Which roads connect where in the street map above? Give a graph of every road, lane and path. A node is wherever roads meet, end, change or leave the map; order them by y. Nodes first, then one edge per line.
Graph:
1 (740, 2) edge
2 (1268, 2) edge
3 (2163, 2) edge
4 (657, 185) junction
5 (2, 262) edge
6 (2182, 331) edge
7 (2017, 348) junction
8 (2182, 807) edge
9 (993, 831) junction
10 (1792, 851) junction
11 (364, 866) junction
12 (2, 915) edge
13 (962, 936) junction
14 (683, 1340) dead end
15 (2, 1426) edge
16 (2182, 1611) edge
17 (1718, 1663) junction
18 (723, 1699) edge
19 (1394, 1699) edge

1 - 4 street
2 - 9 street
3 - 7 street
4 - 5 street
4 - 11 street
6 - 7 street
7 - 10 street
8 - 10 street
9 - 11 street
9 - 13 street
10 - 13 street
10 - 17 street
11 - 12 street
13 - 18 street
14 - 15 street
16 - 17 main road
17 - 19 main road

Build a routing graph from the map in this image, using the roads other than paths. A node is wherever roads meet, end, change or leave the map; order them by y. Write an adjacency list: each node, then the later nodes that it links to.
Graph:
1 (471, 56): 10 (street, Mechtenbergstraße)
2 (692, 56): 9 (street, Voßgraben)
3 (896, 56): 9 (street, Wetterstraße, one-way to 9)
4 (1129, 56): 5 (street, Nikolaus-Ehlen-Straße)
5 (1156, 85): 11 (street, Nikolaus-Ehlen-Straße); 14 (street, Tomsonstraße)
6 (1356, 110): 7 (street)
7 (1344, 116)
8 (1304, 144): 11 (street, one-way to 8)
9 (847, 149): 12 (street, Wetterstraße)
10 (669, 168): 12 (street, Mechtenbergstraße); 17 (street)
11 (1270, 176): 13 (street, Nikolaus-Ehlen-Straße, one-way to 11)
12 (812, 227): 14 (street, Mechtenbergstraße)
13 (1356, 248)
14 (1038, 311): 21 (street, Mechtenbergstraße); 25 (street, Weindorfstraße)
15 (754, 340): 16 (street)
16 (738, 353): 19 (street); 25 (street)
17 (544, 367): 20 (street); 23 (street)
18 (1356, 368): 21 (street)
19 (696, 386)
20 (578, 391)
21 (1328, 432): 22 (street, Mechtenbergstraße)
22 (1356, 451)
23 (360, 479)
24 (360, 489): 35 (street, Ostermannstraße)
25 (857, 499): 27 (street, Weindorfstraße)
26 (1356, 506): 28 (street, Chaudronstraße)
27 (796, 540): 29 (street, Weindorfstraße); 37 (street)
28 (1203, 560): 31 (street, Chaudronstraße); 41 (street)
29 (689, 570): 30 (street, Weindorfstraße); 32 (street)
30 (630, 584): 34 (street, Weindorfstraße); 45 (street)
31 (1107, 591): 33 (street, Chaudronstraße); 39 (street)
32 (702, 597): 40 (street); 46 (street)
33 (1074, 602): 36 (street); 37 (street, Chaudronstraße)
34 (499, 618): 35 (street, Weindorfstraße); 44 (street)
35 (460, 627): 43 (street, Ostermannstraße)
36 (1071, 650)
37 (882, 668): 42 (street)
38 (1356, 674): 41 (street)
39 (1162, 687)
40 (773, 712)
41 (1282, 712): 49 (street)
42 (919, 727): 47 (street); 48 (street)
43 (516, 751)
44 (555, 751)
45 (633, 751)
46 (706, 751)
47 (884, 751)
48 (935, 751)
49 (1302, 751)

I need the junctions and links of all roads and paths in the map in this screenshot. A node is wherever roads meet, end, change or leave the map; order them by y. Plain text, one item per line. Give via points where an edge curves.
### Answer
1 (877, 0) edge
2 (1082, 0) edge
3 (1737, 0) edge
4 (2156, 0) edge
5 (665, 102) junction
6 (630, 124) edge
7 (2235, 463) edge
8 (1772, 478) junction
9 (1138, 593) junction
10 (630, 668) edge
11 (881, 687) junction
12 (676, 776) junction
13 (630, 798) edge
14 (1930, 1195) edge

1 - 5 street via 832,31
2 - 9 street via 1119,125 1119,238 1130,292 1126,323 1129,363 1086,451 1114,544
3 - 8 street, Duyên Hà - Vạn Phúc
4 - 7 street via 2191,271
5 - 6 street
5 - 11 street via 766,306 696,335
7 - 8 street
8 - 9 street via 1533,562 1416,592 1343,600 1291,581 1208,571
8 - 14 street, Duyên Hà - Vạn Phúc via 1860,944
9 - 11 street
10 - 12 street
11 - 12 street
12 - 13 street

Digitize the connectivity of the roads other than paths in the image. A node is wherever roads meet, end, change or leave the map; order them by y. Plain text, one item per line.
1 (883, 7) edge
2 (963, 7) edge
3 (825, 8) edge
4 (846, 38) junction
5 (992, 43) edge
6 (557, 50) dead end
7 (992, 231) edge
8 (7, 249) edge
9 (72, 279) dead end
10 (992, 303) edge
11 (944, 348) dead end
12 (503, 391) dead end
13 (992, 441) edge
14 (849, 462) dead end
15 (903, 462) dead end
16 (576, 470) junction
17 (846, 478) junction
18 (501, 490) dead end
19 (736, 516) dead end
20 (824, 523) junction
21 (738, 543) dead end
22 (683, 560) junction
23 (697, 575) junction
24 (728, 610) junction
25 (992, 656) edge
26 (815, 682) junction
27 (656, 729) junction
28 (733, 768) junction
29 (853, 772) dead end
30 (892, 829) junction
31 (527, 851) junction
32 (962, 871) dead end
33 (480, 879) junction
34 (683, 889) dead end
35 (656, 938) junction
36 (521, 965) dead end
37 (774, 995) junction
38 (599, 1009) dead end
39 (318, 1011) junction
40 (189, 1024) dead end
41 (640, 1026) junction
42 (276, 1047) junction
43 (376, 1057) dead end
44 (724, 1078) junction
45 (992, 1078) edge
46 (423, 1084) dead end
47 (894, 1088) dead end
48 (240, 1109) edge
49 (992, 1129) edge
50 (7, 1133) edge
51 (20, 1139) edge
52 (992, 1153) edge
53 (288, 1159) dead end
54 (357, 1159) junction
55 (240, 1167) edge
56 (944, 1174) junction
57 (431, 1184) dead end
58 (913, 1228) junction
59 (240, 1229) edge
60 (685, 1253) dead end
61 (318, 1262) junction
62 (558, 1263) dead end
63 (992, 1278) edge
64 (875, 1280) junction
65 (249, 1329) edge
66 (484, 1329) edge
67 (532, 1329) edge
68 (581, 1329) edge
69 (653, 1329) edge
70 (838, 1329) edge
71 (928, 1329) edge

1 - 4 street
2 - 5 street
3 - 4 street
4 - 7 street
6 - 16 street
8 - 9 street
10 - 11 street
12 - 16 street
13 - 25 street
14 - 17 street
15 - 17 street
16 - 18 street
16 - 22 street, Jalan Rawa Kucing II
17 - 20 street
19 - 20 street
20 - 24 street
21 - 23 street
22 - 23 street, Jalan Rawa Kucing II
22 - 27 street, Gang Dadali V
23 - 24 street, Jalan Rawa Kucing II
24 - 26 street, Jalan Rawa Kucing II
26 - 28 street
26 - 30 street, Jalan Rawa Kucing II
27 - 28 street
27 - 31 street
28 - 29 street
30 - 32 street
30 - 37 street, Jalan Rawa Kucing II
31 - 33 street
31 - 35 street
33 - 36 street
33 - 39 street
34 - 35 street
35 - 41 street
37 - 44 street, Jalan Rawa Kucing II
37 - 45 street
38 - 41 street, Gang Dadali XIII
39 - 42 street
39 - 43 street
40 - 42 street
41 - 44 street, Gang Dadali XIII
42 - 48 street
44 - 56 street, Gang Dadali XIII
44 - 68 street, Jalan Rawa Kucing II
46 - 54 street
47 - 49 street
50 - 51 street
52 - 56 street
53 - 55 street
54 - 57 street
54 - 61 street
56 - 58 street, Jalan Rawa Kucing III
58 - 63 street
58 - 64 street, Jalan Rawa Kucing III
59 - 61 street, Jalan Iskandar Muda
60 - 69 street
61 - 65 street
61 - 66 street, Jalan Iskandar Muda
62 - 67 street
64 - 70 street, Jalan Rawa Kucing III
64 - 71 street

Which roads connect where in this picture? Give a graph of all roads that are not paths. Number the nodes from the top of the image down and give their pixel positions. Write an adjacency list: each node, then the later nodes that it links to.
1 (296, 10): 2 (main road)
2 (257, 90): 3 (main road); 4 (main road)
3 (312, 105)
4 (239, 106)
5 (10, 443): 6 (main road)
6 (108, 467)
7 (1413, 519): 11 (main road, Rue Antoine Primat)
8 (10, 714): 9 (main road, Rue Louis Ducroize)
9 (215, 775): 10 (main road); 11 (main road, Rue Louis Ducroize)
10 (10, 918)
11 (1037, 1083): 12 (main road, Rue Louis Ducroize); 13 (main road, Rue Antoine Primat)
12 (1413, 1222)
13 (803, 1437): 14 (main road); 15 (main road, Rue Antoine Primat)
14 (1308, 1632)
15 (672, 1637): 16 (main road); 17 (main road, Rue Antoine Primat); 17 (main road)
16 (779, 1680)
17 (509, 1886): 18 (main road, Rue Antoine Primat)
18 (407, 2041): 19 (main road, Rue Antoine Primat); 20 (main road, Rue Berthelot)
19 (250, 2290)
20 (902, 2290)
+++++
## Exercise
Go through the material above, and wherever a line contains the string "Wetterstraße", return it.

## Reply
3 (896, 56): 9 (street, Wetterstraße, one-way to 9)
9 (847, 149): 12 (street, Wetterstraße)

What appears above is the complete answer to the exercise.